Vivien Brockmöller scite author profile

According to recent research, brain injury after premature birth often includes impaired growth of the cerebellum. However, causes of cerebellar injury in this population are poorly understood. In this study, we analyzed whether postnatal hyperoxia perturbs white matter development of the cerebellum, and whether cerebellar glial damage can be prevented by minocycline. We used a hyperoxia model in neonatal rats providing 24h exposure to 4-fold increased oxygen concentration (80% O2) from P6 to P7, followed by recovery in room air until P9, P11, P15, P30. Injections with minocycline were performed at the beginning and 12h into hyperoxia exposure. Hyperoxia induced oxidative stress in the cerebellum at P7 as evidenced by increased nitrotyrosine concentrations. Numbers of proliferating, NG2+Ki67+ oligodendroglial precursor cells were decreased at P7 after hyperoxia and at P11 following recovery in room air. Numbers of mature, CC1+ oligodendrocytes were diminished in recovering hyperoxia rats, and MBP expression was still decreased at P30. Electron microscopy analysis of myelinated fibers at P30 revealed thinner myelin sheath after hyperoxia.
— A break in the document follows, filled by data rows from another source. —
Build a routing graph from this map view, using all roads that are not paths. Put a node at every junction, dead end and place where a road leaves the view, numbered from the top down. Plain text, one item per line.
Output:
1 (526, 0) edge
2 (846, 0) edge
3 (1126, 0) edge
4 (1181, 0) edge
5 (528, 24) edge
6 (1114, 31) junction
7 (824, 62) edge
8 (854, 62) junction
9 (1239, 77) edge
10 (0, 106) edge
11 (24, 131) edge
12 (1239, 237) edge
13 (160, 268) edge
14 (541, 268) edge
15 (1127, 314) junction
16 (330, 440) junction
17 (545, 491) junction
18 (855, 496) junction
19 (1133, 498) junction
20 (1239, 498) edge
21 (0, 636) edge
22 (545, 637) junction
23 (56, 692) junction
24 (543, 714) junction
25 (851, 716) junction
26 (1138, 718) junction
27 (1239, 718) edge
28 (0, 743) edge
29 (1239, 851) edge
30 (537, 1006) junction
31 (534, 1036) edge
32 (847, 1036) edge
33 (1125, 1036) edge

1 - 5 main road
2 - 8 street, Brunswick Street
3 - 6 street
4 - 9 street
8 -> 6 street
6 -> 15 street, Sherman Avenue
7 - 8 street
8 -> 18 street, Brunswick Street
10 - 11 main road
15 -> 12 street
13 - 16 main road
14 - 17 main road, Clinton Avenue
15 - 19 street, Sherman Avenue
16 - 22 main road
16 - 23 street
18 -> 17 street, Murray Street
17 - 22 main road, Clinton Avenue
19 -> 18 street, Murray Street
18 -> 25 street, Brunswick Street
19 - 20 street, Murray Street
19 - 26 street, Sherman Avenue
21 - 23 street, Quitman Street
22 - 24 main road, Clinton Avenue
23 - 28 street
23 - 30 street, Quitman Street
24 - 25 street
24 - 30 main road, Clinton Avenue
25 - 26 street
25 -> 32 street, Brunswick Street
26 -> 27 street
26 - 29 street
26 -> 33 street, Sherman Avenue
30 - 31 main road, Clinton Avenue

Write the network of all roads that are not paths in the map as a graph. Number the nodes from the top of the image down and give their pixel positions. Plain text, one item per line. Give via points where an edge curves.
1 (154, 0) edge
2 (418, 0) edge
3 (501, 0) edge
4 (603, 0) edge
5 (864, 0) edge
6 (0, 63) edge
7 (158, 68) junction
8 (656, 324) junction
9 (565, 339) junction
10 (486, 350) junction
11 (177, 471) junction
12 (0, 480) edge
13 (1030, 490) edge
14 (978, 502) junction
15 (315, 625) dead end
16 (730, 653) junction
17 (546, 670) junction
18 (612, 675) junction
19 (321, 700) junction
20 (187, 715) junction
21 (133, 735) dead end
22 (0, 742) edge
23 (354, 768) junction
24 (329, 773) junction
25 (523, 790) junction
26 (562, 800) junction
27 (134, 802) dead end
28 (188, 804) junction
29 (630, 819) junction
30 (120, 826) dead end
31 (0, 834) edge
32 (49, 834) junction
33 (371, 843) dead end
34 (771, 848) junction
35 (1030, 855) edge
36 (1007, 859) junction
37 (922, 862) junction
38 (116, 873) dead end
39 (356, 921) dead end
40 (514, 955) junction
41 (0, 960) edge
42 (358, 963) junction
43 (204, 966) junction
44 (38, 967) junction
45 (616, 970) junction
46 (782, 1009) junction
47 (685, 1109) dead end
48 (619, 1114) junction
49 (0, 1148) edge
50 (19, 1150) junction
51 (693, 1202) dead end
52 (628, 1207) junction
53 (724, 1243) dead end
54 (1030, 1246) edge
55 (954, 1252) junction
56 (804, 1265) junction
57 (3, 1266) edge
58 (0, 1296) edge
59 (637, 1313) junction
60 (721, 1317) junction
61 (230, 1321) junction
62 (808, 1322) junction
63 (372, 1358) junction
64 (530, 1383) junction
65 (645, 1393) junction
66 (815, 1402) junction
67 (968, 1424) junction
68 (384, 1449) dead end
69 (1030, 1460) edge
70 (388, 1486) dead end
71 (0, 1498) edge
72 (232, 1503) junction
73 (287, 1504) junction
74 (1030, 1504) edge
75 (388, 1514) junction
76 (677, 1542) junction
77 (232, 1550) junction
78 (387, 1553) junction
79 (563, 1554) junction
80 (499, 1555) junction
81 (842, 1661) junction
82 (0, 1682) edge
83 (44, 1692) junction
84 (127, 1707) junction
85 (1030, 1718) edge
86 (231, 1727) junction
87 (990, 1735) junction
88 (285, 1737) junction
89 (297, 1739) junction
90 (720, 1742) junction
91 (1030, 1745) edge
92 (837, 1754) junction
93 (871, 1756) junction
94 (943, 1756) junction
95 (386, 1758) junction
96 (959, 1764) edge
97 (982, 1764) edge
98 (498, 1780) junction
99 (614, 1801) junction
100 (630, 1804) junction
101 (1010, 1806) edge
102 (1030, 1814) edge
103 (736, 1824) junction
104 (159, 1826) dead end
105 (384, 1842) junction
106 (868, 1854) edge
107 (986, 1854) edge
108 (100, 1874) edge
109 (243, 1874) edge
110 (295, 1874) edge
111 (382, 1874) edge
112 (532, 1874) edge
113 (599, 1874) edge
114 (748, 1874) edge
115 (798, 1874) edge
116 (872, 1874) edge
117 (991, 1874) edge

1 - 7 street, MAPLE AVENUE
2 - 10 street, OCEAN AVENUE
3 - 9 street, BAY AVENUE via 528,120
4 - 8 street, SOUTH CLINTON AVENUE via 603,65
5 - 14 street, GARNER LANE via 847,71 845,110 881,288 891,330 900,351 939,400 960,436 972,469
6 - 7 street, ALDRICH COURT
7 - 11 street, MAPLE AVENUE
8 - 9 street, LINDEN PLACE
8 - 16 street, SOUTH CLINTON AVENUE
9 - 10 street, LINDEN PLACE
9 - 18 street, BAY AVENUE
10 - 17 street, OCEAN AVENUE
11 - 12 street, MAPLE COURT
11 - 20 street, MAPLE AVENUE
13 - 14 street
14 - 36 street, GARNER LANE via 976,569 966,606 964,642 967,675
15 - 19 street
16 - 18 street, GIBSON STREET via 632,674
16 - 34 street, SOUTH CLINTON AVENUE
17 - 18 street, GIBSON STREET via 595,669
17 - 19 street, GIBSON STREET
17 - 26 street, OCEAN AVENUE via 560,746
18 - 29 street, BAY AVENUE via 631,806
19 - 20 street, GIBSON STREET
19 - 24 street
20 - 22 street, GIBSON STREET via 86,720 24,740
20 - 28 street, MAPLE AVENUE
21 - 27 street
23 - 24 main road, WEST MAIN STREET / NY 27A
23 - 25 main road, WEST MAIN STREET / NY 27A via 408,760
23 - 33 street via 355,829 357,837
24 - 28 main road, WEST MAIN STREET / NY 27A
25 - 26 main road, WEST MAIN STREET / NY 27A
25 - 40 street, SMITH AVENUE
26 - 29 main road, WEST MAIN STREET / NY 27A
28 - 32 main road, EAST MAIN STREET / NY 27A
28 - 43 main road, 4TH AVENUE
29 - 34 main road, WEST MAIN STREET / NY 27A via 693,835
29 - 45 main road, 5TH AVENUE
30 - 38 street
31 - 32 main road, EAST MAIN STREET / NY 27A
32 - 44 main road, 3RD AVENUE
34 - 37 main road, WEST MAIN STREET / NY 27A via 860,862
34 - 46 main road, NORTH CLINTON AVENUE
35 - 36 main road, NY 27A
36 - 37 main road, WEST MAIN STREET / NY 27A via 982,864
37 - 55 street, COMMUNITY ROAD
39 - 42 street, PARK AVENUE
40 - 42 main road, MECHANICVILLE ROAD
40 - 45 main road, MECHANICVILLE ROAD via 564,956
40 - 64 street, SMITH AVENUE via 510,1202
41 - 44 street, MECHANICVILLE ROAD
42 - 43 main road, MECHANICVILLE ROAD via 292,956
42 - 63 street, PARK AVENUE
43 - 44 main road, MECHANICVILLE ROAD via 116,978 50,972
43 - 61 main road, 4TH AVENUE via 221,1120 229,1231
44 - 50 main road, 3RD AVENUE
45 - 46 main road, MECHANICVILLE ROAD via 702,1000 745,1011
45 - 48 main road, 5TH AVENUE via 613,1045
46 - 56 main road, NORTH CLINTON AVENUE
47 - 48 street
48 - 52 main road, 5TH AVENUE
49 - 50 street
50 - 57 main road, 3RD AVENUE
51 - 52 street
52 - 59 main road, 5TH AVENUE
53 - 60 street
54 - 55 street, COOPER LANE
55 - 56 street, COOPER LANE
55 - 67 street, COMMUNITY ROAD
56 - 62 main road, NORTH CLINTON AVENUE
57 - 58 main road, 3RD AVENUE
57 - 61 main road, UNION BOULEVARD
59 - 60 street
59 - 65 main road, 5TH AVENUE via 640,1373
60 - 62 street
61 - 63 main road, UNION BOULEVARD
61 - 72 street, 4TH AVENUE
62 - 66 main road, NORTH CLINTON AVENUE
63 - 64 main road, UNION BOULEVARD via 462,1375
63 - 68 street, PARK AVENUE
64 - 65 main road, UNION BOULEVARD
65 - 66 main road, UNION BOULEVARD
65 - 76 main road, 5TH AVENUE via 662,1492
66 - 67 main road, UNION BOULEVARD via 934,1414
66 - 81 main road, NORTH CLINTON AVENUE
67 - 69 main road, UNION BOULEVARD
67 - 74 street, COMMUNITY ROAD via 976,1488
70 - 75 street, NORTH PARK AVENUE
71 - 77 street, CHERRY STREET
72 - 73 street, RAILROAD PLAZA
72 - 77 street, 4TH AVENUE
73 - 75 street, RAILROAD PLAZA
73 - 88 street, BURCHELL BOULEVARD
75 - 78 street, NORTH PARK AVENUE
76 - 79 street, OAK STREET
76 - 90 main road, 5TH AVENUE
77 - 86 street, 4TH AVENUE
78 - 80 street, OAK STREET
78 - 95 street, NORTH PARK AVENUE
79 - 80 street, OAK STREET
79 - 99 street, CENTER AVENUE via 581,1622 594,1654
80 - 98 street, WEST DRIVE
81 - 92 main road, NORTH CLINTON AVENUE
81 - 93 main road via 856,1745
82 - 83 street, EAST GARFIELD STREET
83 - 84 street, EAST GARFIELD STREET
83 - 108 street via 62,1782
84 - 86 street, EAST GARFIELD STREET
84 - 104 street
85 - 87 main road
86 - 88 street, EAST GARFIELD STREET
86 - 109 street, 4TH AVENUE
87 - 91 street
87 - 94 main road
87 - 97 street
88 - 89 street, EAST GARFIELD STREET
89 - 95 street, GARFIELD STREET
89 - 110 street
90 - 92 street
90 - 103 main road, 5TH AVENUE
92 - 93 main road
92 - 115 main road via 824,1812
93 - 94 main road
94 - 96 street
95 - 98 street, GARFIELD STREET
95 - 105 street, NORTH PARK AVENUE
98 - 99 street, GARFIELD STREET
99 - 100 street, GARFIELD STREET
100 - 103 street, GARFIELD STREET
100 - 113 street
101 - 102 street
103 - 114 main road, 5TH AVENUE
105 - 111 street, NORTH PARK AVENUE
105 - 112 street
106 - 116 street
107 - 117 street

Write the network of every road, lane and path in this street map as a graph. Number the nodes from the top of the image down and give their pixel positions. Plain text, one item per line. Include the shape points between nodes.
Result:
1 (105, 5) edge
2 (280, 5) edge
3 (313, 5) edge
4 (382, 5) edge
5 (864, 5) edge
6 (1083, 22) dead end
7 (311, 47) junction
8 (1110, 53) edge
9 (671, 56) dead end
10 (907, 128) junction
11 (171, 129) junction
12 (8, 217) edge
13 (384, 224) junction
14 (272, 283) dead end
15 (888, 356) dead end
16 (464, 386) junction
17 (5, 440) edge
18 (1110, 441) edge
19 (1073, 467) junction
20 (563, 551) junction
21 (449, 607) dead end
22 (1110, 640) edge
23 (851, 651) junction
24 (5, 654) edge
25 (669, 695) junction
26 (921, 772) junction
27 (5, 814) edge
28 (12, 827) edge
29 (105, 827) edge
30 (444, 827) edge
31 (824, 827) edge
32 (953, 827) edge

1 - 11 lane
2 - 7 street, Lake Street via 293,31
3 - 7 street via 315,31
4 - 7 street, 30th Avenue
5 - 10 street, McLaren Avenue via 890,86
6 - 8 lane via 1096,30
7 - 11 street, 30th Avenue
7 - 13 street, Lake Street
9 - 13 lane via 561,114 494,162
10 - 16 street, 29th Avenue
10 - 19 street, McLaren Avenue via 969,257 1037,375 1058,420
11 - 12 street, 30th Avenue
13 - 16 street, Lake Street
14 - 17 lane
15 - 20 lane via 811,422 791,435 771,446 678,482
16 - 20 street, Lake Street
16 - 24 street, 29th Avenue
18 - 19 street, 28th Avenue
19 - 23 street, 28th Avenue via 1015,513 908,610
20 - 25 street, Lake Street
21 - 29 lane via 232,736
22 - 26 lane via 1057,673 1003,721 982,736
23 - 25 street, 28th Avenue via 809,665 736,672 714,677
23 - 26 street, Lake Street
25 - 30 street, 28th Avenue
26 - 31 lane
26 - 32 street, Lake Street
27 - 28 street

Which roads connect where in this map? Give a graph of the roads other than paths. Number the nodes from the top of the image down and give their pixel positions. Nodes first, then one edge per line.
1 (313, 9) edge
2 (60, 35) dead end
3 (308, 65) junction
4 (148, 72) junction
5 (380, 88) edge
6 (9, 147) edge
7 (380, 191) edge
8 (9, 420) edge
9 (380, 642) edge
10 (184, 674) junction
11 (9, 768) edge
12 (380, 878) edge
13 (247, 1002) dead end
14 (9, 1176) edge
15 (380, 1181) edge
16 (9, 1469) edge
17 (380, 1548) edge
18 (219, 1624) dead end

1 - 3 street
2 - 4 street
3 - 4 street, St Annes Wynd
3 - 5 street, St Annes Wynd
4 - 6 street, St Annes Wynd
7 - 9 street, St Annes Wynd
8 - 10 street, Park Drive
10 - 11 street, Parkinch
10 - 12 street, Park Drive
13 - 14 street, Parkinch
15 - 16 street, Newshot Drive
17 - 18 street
Long-term injury of the cerebellum by neonatal hyperoxia was confirmed by reduced volumes in MRI measurements at P30. In response to 80% O2, expression of PDGF-A was largely reduced in cerebellar tissue and also in cultured cerebellar astrocytes. Treatment with minocycline during hyperoxia prevented oxidative stress, attenuated oligodendroglial injury, and improved astroglial PDGF-A levels. In conclusion, early hyperoxia causes white matter damage in the cerebellum with astroglial dysfunction being involved, and both can be prevented by treatment with minocycline.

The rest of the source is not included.